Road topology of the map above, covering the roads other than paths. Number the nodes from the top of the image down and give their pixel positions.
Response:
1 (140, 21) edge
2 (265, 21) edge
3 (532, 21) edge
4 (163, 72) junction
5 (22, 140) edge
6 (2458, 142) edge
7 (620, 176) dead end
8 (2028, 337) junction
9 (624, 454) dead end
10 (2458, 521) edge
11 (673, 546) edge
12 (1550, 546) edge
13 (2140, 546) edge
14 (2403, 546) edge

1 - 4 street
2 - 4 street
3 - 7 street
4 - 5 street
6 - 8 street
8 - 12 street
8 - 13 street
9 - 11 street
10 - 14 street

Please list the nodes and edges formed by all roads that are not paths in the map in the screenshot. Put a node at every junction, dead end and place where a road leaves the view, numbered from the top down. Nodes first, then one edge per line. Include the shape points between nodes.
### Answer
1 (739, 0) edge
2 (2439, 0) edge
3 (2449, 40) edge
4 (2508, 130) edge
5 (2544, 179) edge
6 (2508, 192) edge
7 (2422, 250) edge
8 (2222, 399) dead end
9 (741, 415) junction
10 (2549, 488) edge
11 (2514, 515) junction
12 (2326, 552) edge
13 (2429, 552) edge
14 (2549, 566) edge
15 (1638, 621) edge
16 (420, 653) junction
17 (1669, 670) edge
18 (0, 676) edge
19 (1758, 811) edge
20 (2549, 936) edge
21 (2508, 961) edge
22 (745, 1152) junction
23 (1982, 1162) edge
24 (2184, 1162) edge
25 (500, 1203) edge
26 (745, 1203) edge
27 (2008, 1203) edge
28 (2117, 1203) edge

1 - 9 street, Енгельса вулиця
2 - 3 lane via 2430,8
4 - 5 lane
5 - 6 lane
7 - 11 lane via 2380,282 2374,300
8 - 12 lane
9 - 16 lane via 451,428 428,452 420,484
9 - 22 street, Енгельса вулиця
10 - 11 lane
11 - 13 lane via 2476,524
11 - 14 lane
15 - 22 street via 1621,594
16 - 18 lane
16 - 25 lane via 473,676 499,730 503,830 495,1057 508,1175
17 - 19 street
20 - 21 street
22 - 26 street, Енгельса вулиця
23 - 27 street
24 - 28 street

» **Task brief**:
Each line containing the word "roads" needs to be copied from the data above.

» **Exercise result**:
Road topology of the map above, covering the roads other than paths. Number the nodes from the top of the image down and give their pixel positions.
Please list the nodes and edges formed by all roads that are not paths in the map in the screenshot. Put a node at every junction, dead end and place where a road leaves the view, numbered from the top down. Nodes first, then one edge per line. Include the shape points between nodes.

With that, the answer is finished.